▸ **Exercise directions**:
Find the word "main" in the data below and copy each line that holds it.

▸ **Input**:

━━━━━━━━━━

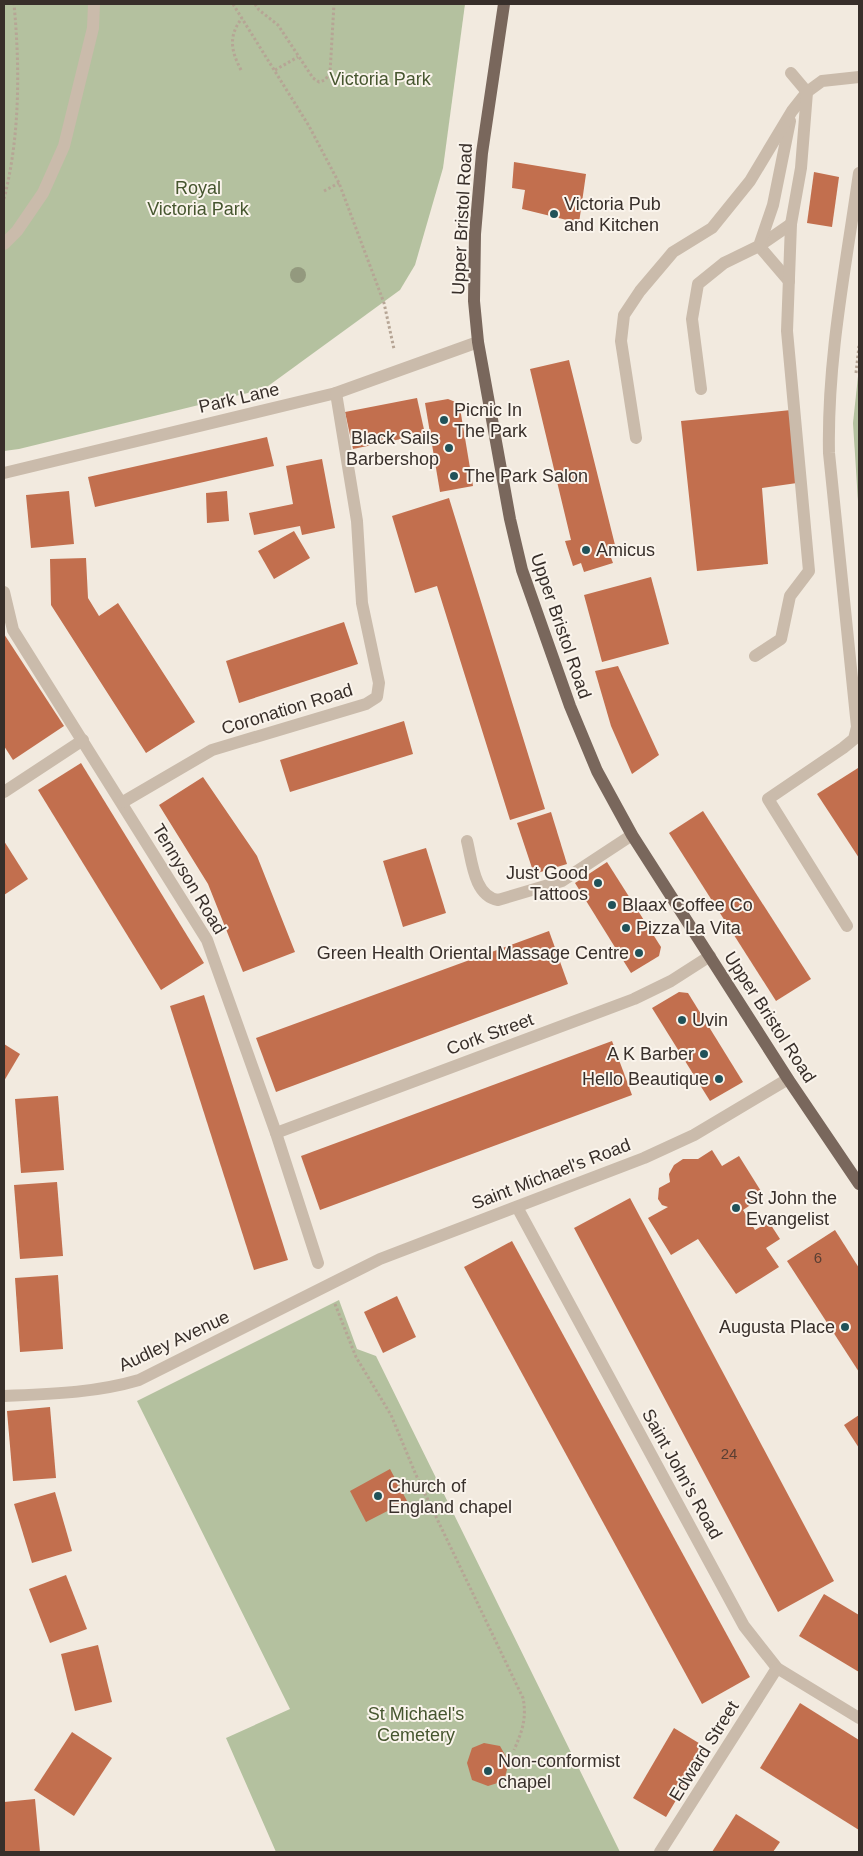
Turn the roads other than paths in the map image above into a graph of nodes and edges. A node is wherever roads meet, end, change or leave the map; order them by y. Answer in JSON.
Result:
{"nodes":[{"id":1,"x":94,"y":4,"type":"edge"},
{"id":2,"x":504,"y":4,"type":"edge"},
{"id":3,"x":791,"y":73,"type":"dead end"},
{"id":4,"x":859,"y":77,"type":"edge"},
{"id":5,"x":808,"y":92,"type":"junction"},
{"id":6,"x":792,"y":111,"type":"junction"},
{"id":7,"x":859,"y":173,"type":"edge"},
{"id":8,"x":791,"y":224,"type":"junction"},
{"id":9,"x":4,"y":244,"type":"edge"},
{"id":10,"x":759,"y":246,"type":"junction"},
{"id":11,"x":789,"y":281,"type":"junction"},
{"id":12,"x":478,"y":342,"type":"junction"},
{"id":13,"x":701,"y":388,"type":"dead end"},
{"id":14,"x":336,"y":393,"type":"junction"},
{"id":15,"x":636,"y":438,"type":"dead end"},
{"id":16,"x":4,"y":473,"type":"edge"},
{"id":17,"x":4,"y":592,"type":"edge"},
{"id":18,"x":755,"y":656,"type":"dead end"},
{"id":19,"x":83,"y":740,"type":"junction"},
{"id":20,"x":4,"y":792,"type":"edge"},
{"id":21,"x":123,"y":802,"type":"junction"},
{"id":22,"x":632,"y":835,"type":"junction"},
{"id":23,"x":467,"y":841,"type":"dead end"},
{"id":24,"x":847,"y":926,"type":"dead end"},
{"id":25,"x":710,"y":956,"type":"junction"},
{"id":26,"x":788,"y":1080,"type":"junction"},
{"id":27,"x":276,"y":1133,"type":"junction"},
{"id":28,"x":859,"y":1184,"type":"edge"},
{"id":29,"x":517,"y":1207,"type":"junction"},
{"id":30,"x":318,"y":1263,"type":"dead end"},
{"id":31,"x":324,"y":1287,"type":"joint"},
{"id":32,"x":4,"y":1396,"type":"edge"},
{"id":33,"x":777,"y":1668,"type":"junction"},
{"id":34,"x":859,"y":1718,"type":"edge"},
{"id":35,"x":660,"y":1852,"type":"edge"}],
"edges":[{"from":1,"to":9,"type":"street"},
{"from":2,"to":12,"type":"main road","name":"Upper Bristol Road"},
{"from":3,"to":5,"type":"street"},
{"from":4,"to":5,"type":"street"},
{"from":5,"to":6,"type":"street"},
{"from":5,"to":8,"type":"street"},
{"from":6,"to":10,"type":"street"},
{"from":6,"to":15,"type":"street"},
{"from":7,"to":24,"type":"street"},
{"from":8,"to":10,"type":"street"},
{"from":8,"to":11,"type":"street"},
{"from":10,"to":11,"type":"street"},
{"from":10,"to":13,"type":"street"},
{"from":11,"to":18,"type":"street"},
{"from":12,"to":14,"type":"street","name":"Park Lane"},
{"from":12,"to":22,"type":"main road","name":"Upper Bristol Road"},
{"from":14,"to":16,"type":"street","name":"Park Lane"},
{"from":14,"to":21,"type":"street","name":"Coronation Road"},
{"from":17,"to":19,"type":"street","name":"Tennyson Road"},
{"from":19,"to":20,"type":"street"},
{"from":19,"to":21,"type":"street","name":"Tennyson Road"},
{"from":21,"to":27,"type":"street","name":"Tennyson Road"},
{"from":22,"to":23,"type":"street"},
{"from":22,"to":25,"type":"main road","name":"Upper Bristol Road"},
{"from":25,"to":26,"type":"main road","name":"Upper Bristol Road"},
{"from":25,"to":27,"type":"street","name":"Cork Street"},
{"from":26,"to":28,"type":"main road","name":"Upper Bristol Road"},
{"from":26,"to":29,"type":"street","name":"Saint Michael's Road"},
{"from":27,"to":30,"type":"street","name":"Tennyson Road"},
{"from":29,"to":31,"type":"street","name":"Saint Michael's Road"},
{"from":29,"to":33,"type":"street","name":"Saint John's Road"},
{"from":31,"to":32,"type":"street","name":"Audley Avenue"},
{"from":33,"to":34,"type":"street","name":"Saint John's Road"},
{"from":33,"to":35,"type":"street","name":"Edward Street"}]}
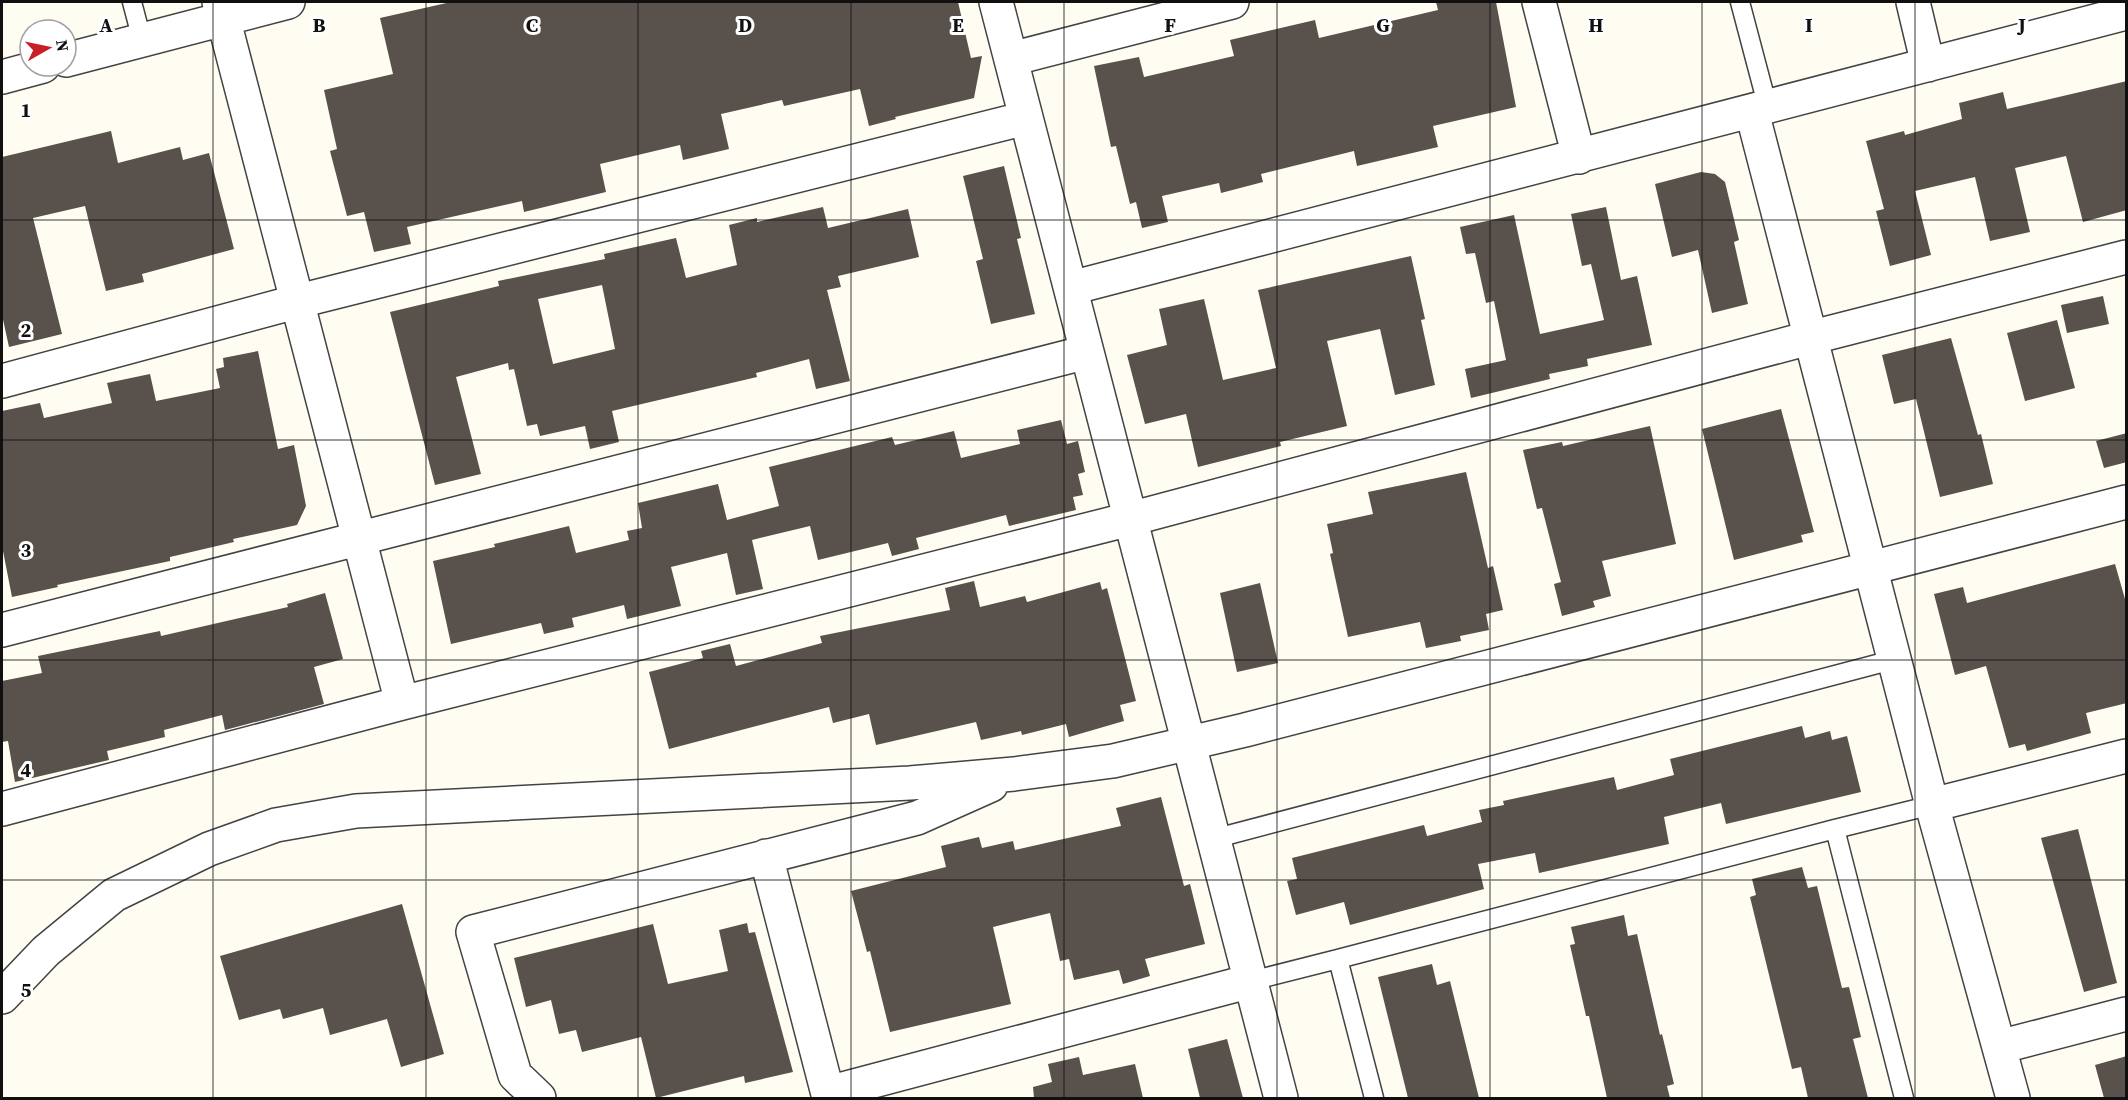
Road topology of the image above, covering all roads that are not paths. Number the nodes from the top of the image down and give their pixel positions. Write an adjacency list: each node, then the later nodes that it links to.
1 (132, 2): 10 (lane)
2 (288, 2): 8 (street)
3 (996, 2): 12 (street)
4 (1232, 2): 12 (street)
5 (1539, 2): 18 (street)
6 (1740, 2): 16 (lane)
7 (1913, 2): 13 (street)
8 (221, 10): 10 (street); 21 (street)
9 (2127, 13): 13 (street)
10 (142, 40): 11 (street)
11 (78, 57)
12 (1011, 58): 17 (street)
13 (1928, 65): 16 (street)
14 (18, 73): 15 (street)
15 (2, 77)
16 (1760, 110): 18 (street); 22 (street)
17 (1026, 118): 20 (street); 21 (street)
18 (1579, 157): 20 (street)
19 (2127, 257): 22 (street)
20 (1071, 288): 23 (street)
21 (299, 301): 24 (street); 27 (street)
22 (1813, 337): 26 (street); 28 (street)
23 (1087, 352): 26 (street); 27 (street)
24 (2, 381)
25 (2127, 502): 28 (street)
26 (1130, 519): 31 (street); 32 (street)
27 (359, 537): 29 (street); 31 (street)
28 (1871, 567): 30 (street); 32 (street)
29 (2, 630)
30 (1896, 659): 35 (street); 38 (lane)
31 (402, 703): 36 (street)
32 (1189, 744): 34 (street); 38 (street)
33 (2127, 756): 35 (street)
34 (1014, 774): 39 (street); 42 (street)
35 (1932, 805): 37 (lane); 44 (street)
36 (2, 809)
37 (1835, 829): 40 (lane); 49 (lane)
38 (1214, 839): 41 (street)
39 (766, 856): 45 (street); 46 (street)
40 (1338, 959): 41 (lane); 48 (lane)
41 (1251, 981): 45 (street); 47 (street)
42 (2, 997)
43 (2127, 1014): 44 (street)
44 (1999, 1047): 50 (street)
45 (829, 1096)
46 (539, 1098)
47 (1281, 1098)
48 (1374, 1098)
49 (1904, 1098)
50 (2013, 1098)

━━━━━━━━━━

▸ **Your solution**:
{"from":2,"to":12,"type":"main road","name":"Upper Bristol Road"},
{"from":12,"to":22,"type":"main road","name":"Upper Bristol Road"},
{"from":22,"to":25,"type":"main road","name":"Upper Bristol Road"},
{"from":25,"to":26,"type":"main road","name":"Upper Bristol Road"},
{"from":26,"to":28,"type":"main road","name":"Upper Bristol Road"},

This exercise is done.